Damnation And A Day avait introduit une puissance symphonique salvatrice dans la musique de Cradle Of Filth, mais avec Nymphetamine le tout était retombé comme un soufflé. Cet album ne faisait que prouver ce qu'on savait déjà à savoir que le groupe est aujourd'hui capable de lier tous les styles de métal à sa formule de base. Après (encore) un changement de guitariste et un départ de claviériste au passage pour ne pas perdre les bonnes habitudes, Thornography arrivait en fin d'année dernière alors qu'on ne savait pas trop quoi espérer du groupe. Voici ce qui en ressort aujourd'hui...
On ne sait toujours pas au moment où j'écris s'il refera un jour partie d'Anthrax, mais Rob Caggiano a de toute façon de l'avenir devant lui en tant que producteur.
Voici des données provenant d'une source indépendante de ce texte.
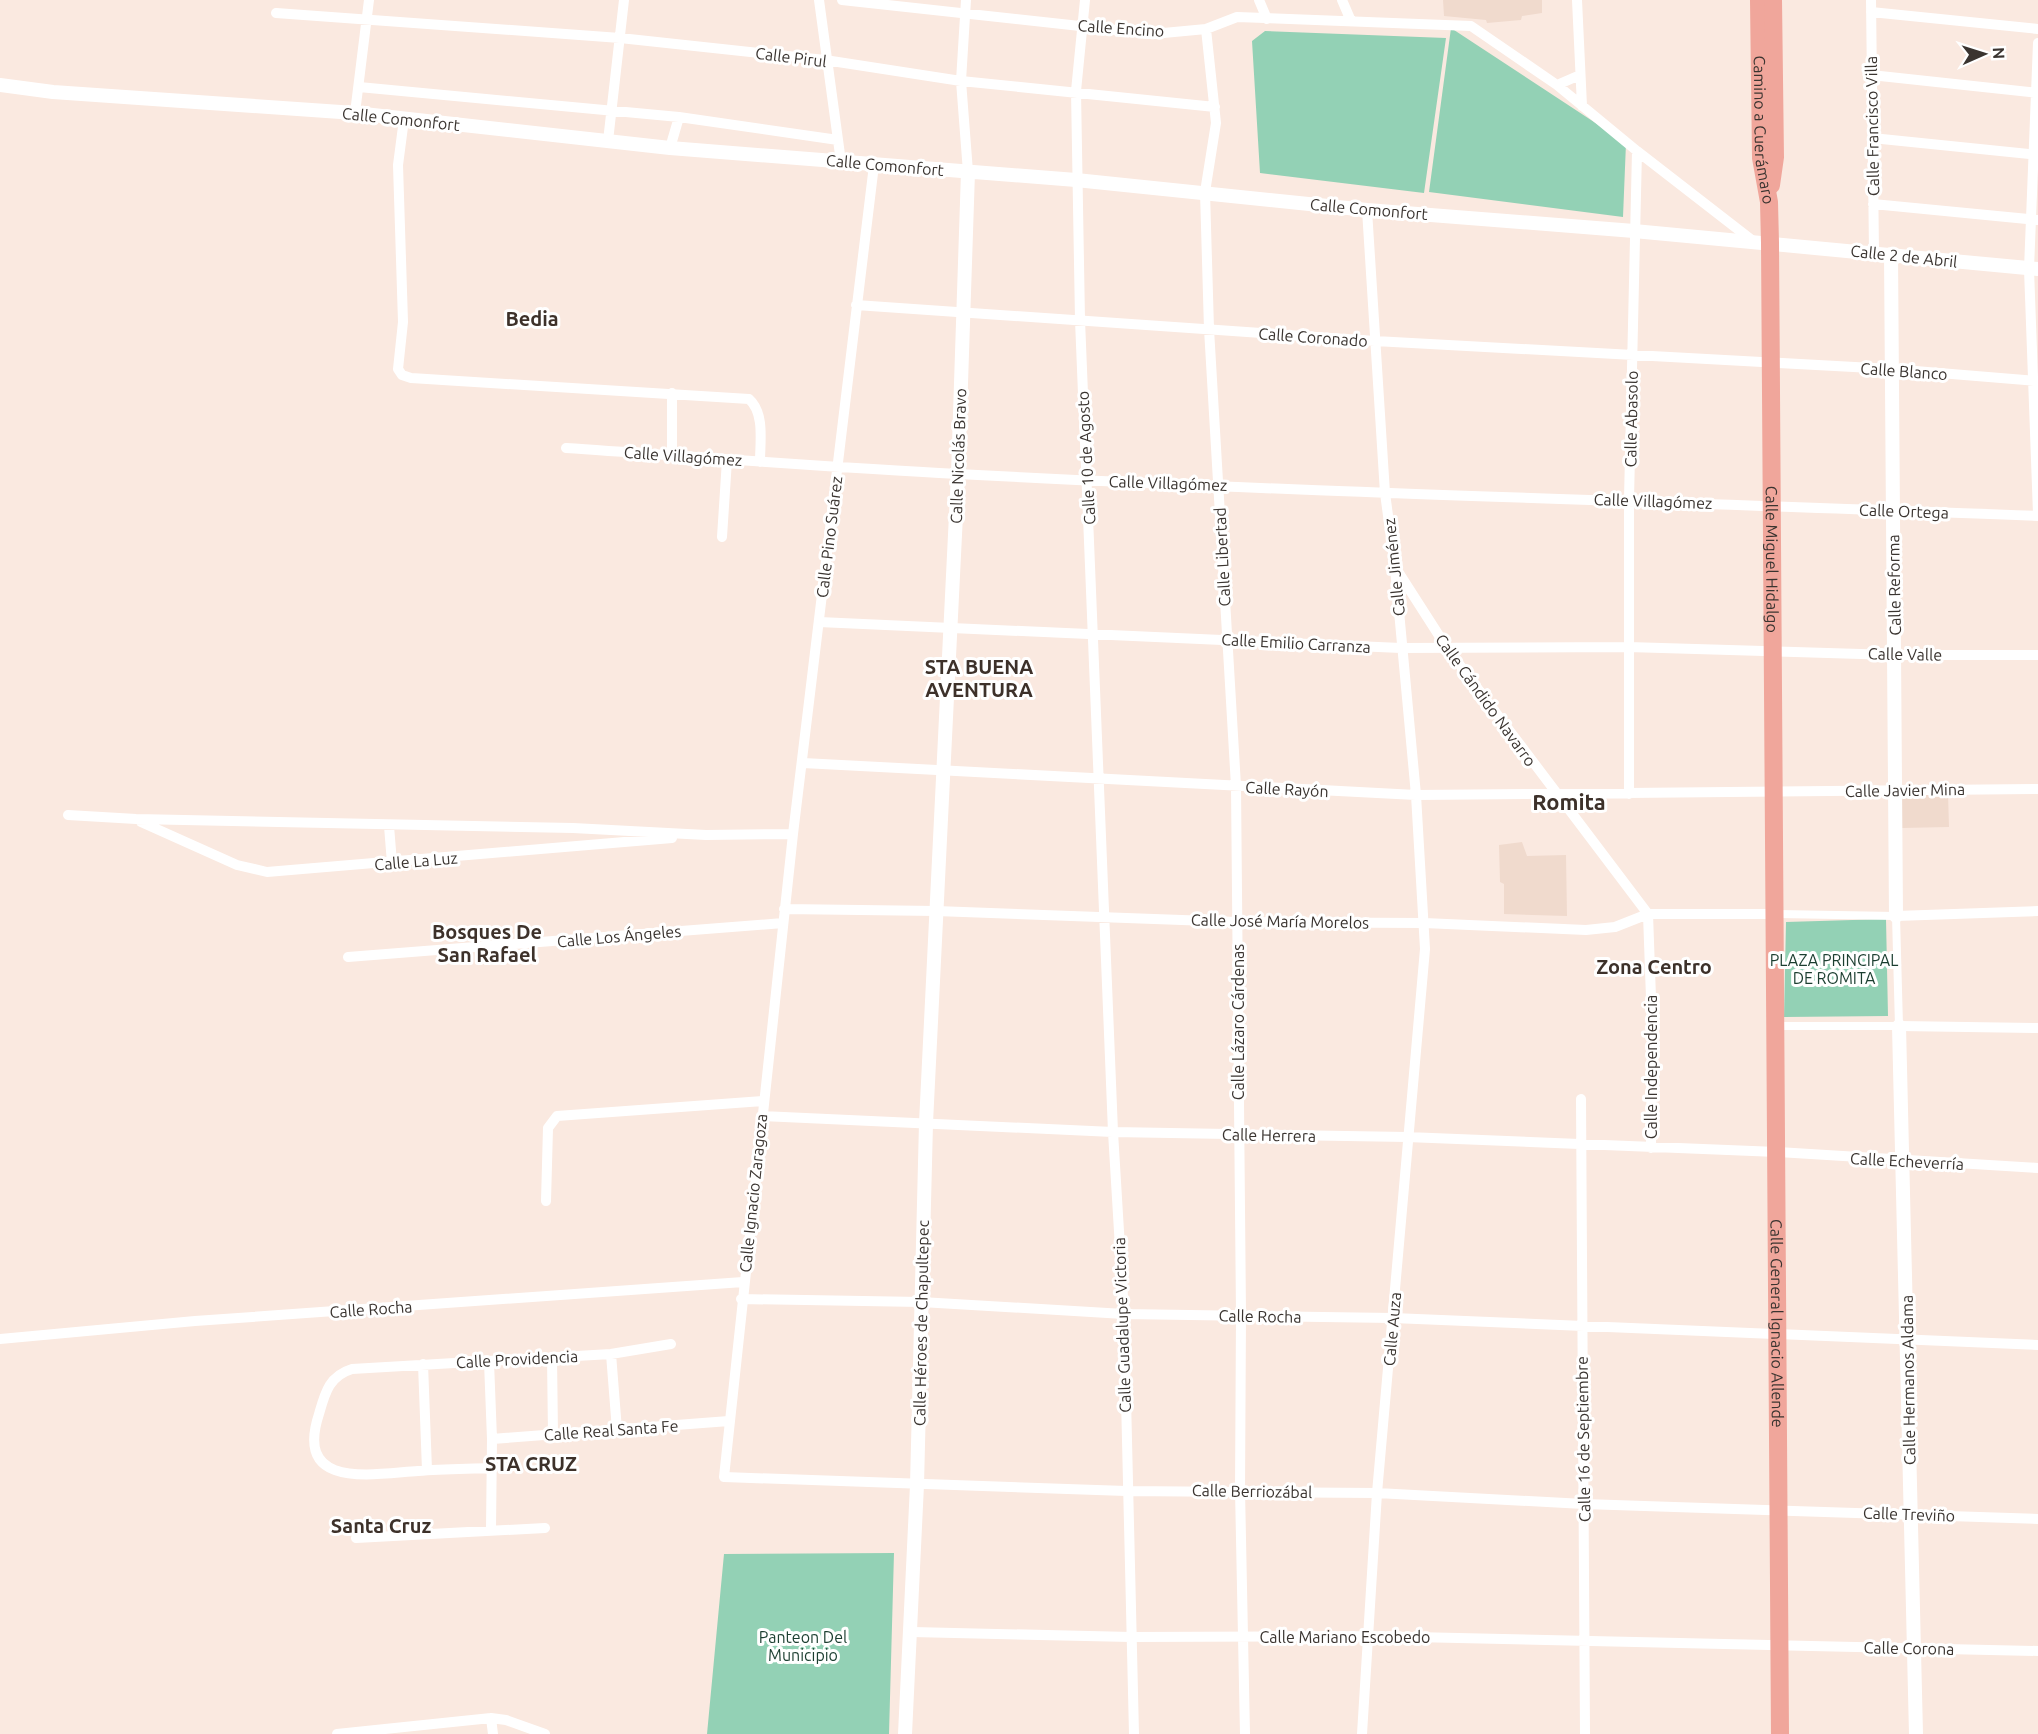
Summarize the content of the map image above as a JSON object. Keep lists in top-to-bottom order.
{
  "streets": {
    "main road": ["Camino a Cuerámaro", "Calle Miguel Hidalgo", "Calle General Ignacio Allende"],
    "street": [
      "Calle Encino",
      "Calle Pirul",
      "Calle Comonfort",
      "Calle Francisco Villa",
      "Calle 2 de Abril",
      "Calle Coronado",
      "Calle Blanco",
      "Calle Abasolo",
      "Calle Villagómez",
      "Calle Nicolás Bravo",
      "Calle 10 de Agosto",
      "Calle Ortega",
      "Calle Pino Suárez",
      "Calle Libertad",
      "Calle Jiménez",
      "Calle Reforma",
      "Calle Emilio Carranza",
      "Calle Valle",
      "Calle Cándido Navarro",
      "Calle Rayón",
      "Calle Javier Mina",
      "Calle La Luz",
      "Calle José María Morelos",
      "Calle Los Ángeles",
      "Calle Lázaro Cárdenas",
      "Calle Independencia",
      "Calle Herrera",
      "Calle Echeverría",
      "Calle Ignacio Zaragoza",
      "Calle Rocha",
      "Calle Héroes de Chapultepec",
      "Calle Guadalupe Victoria",
      "Calle Auza",
      "Calle Providencia",
      "Calle Hermanos Aldama",
      "Calle Real Santa Fe",
      "Calle 16 de Septiembre",
      "Calle Berriozábal",
      "Calle Treviño",
      "Calle Mariano Escobedo",
      "Calle Corona"
    ]
  },
  "crossings": [
    ["Calle Encino", "Calle Nicolás Bravo"],
    ["Calle Encino", "Calle 10 de Agosto"],
    ["Calle Encino", "Calle Libertad"],
    ["Calle Pirul", "Calle Nicolás Bravo"],
    ["Calle Pirul", "Calle 10 de Agosto"],
    ["Calle Pirul", "Calle Libertad"],
    ["Calle Comonfort", "Calle 2 de Abril"],
    ["Calle Comonfort", "Calle Abasolo"],
    ["Calle Comonfort", "Calle Nicolás Bravo"],
    ["Calle Comonfort", "Calle 10 de Agosto"],
    ["Calle Comonfort", "Calle Pino Suárez"],
    ["Calle Comonfort", "Calle Libertad"],
    ["Calle Comonfort", "Calle Miguel Hidalgo"],
    ["Calle Comonfort", "Calle Jiménez"],
    ["Camino a Cuerámaro", "Calle Miguel Hidalgo"],
    ["Calle Francisco Villa", "Calle 2 de Abril"],
    ["Calle 2 de Abril", "Calle Miguel Hidalgo"],
    ["Calle 2 de Abril", "Calle Reforma"],
    ["Calle Coronado", "Calle Blanco"],
    ["Calle Coronado", "Calle Abasolo"],
    ["Calle Coronado", "Calle Nicolás Bravo"],
    ["Calle Coronado", "Calle 10 de Agosto"],
    ["Calle Coronado", "Calle Pino Suárez"],
    ["Calle Coronado", "Calle Libertad"],
    ["Calle Coronado", "Calle Miguel Hidalgo"],
    ["Calle Coronado", "Calle Jiménez"],
    ["Calle Blanco", "Calle Miguel Hidalgo"],
    ["Calle Blanco", "Calle Reforma"],
    ["Calle Abasolo", "Calle Villagómez"],
    ["Calle Abasolo", "Calle Emilio Carranza"],
    ["Calle Abasolo", "Calle Rayón"],
    ["Calle Villagómez", "Calle Nicolás Bravo"],
    ["Calle Villagómez", "Calle 10 de Agosto"],
    ["Calle Villagómez", "Calle Ortega"],
    ["Calle Villagómez", "Calle Pino Suárez"],
    ["Calle Villagómez", "Calle Libertad"],
    ["Calle Villagómez", "Calle Miguel Hidalgo"],
    ["Calle Villagómez", "Calle Jiménez"],
    ["Calle Nicolás Bravo", "Calle Emilio Carranza"],
    ["Calle Nicolás Bravo", "Calle Rayón"],
    ["Calle Nicolás Bravo", "Calle José María Morelos"],
    ["Calle Nicolás Bravo", "Calle Héroes de Chapultepec"],
    ["Calle 10 de Agosto", "Calle Emilio Carranza"],
    ["Calle 10 de Agosto", "Calle Rayón"],
    ["Calle 10 de Agosto", "Calle José María Morelos"],
    ["Calle 10 de Agosto", "Calle Guadalupe Victoria"],
    ["Calle Ortega", "Calle Miguel Hidalgo"],
    ["Calle Ortega", "Calle Reforma"],
    ["Calle Pino Suárez", "Calle Emilio Carranza"],
    ["Calle Pino Suárez", "Calle Rayón"],
    ["Calle Pino Suárez", "Calle La Luz"],
    ["Calle Pino Suárez", "Calle José María Morelos"],
    ["Calle Pino Suárez", "Calle Ignacio Zaragoza"],
    ["Calle Libertad", "Calle Emilio Carranza"],
    ["Calle Libertad", "Calle Rayón"],
    ["Calle Libertad", "Calle José María Morelos"],
    ["Calle Libertad", "Calle Lázaro Cárdenas"],
    ["Calle Miguel Hidalgo", "Calle Emilio Carranza"],
    ["Calle Miguel Hidalgo", "Calle Valle"],
    ["Calle Miguel Hidalgo", "Calle Rayón"],
    ["Calle Miguel Hidalgo", "Calle Javier Mina"],
    ["Calle Miguel Hidalgo", "Calle José María Morelos"],
    ["Calle Miguel Hidalgo", "Calle General Ignacio Allende"],
    ["Calle Jiménez", "Calle Emilio Carranza"],
    ["Calle Jiménez", "Calle Cándido Navarro"],
    ["Calle Jiménez", "Calle Rayón"],
    ["Calle Jiménez", "Calle José María Morelos"],
    ["Calle Jiménez", "Calle Auza"],
    ["Calle Reforma", "Calle Valle"],
    ["Calle Reforma", "Calle Javier Mina"],
    ["Calle Emilio Carranza", "Calle Valle"],
    ["Calle Emilio Carranza", "Calle Cándido Navarro"],
    ["Calle Cándido Navarro", "Calle Rayón"],
    ["Calle Cándido Navarro", "Calle José María Morelos"],
    ["Calle Cándido Navarro", "Calle Independencia"],
    ["Calle Rayón", "Calle Javier Mina"],
    ["Calle José María Morelos", "Calle Lázaro Cárdenas"],
    ["Calle José María Morelos", "Calle Independencia"],
    ["Calle José María Morelos", "Calle Ignacio Zaragoza"],
    ["Calle José María Morelos", "Calle Héroes de Chapultepec"],
    ["Calle José María Morelos", "Calle General Ignacio Allende"],
    ["Calle José María Morelos", "Calle Guadalupe Victoria"],
    ["Calle José María Morelos", "Calle Auza"],
    ["Calle Los Ángeles", "Calle Ignacio Zaragoza"],
    ["Calle Lázaro Cárdenas", "Calle Herrera"],
    ["Calle Lázaro Cárdenas", "Calle Rocha"],
    ["Calle Lázaro Cárdenas", "Calle Berriozábal"],
    ["Calle Lázaro Cárdenas", "Calle Mariano Escobedo"],
    ["Calle Independencia", "Calle Herrera"],
    ["Calle Herrera", "Calle Echeverría"],
    ["Calle Herrera", "Calle Ignacio Zaragoza"],
    ["Calle Herrera", "Calle Héroes de Chapultepec"],
    ["Calle Herrera", "Calle General Ignacio Allende"],
    ["Calle Herrera", "Calle Guadalupe Victoria"],
    ["Calle Herrera", "Calle Auza"],
    ["Calle Herrera", "Calle 16 de Septiembre"],
    ["Calle Echeverría", "Calle General Ignacio Allende"],
    ["Calle Echeverría", "Calle Hermanos Aldama"],
    ["Calle Ignacio Zaragoza", "Calle Rocha"],
    ["Calle Ignacio Zaragoza", "Calle Real Santa Fe"],
    ["Calle Ignacio Zaragoza", "Calle Berriozábal"],
    ["Calle Rocha", "Calle Héroes de Chapultepec"],
    ["Calle Rocha", "Calle General Ignacio Allende"],
    ["Calle Rocha", "Calle Guadalupe Victoria"],
    ["Calle Rocha", "Calle Auza"],
    ["Calle Rocha", "Calle Hermanos Aldama"],
    ["Calle Rocha", "Calle 16 de Septiembre"],
    ["Calle Héroes de Chapultepec", "Calle Berriozábal"],
    ["Calle Héroes de Chapultepec", "Calle Mariano Escobedo"],
    ["Calle General Ignacio Allende", "Calle Berriozábal"],
    ["Calle General Ignacio Allende", "Calle Treviño"],
    ["Calle General Ignacio Allende", "Calle Mariano Escobedo"],
    ["Calle General Ignacio Allende", "Calle Corona"],
    ["Calle Guadalupe Victoria", "Calle Berriozábal"],
    ["Calle Guadalupe Victoria", "Calle Mariano Escobedo"],
    ["Calle Auza", "Calle Berriozábal"],
    ["Calle Auza", "Calle Mariano Escobedo"],
    ["Calle Hermanos Aldama", "Calle Treviño"],
    ["Calle Hermanos Aldama", "Calle Corona"],
    ["Calle 16 de Septiembre", "Calle Berriozábal"],
    ["Calle 16 de Septiembre", "Calle Mariano Escobedo"],
    ["Calle Berriozábal", "Calle Treviño"],
    ["Calle Mariano Escobedo", "Calle Corona"]
  ],
  "districts": [
    "Bedia",
    "STA BUENA AVENTURA",
    "Romita",
    "Bosques De San Rafael",
    "Zona Centro",
    "STA CRUZ",
    "Santa Cruz"
  ],
  "parks": ["PLAZA PRINCIPAL DE ROMITA", "Panteon Del Municipio"],
  "north": "right"
}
Une carte de visite telle que la prod de ce Thornography devrait lui valoir d'autres contrats à l'avenir! Grâce à ce son massif et gras les guitares prennent franchement le dessus, et le riff furieux qui suit la bonne intro en harmonies de "Dirge Inferno" montre que le groupe a clairement envie d'en découdre. On peut même discerner la basse, ce qui est franchement peu commun dans un disque de Cradle. La première impression à l'écoute du disque est donc que le groupe a décidé de faire parler la poudre.
En fait une bonne partie du durcissement général du son est dû à la mise en retrait des claviers. Les guitares forment l'architecture des morceaux, l'absence d'un claviériste à temps plein durant l'enregistrement expliquant sans aucun doute cet aspect. Les performances de Martin Powell étant pour moi une source de souffrance il n'y a aucun regret (sur Nyphetamine ce fut parfois effrayant), surtout que cette focalisation sur les riffs réussit pas mal aux Anglais. Le passage de thrash/heavy mélodique de "Tonight In Flames" surprend, chose que Cradle n'avait pas su faire depuis très longtemps, et on peut dire en général que la paire Allender/Ledger s'en sort vraiment pas mal.
Pour l'anecdote, la participation de Ville Valo de H.I.M sur le titre "The Byronic Man" fonctionne parfaitement. Il chante très bien, sa voix est mise en valeur exactement de la même manière que celle de Liv Kristine sur "Nymphetamine Overdose" durant les moments calmes et l'homme peut de plus monter à loisir sa dose d'agressivité sur les passages méchants, jusqu'à presque concurrencer Filth. Le passage purement pop près de la fin fera par contre hurler les puristes, c'est sûr... et tant qu'à parler chant, il y a Filth et son chant presque clair. Et oui, l'homme met parfois des notes dans ses hurlements et ça sonne ma foi très bien. C'est encore assez rare mais intéressant, et il faudra voir s'il continue d'exploiter ça.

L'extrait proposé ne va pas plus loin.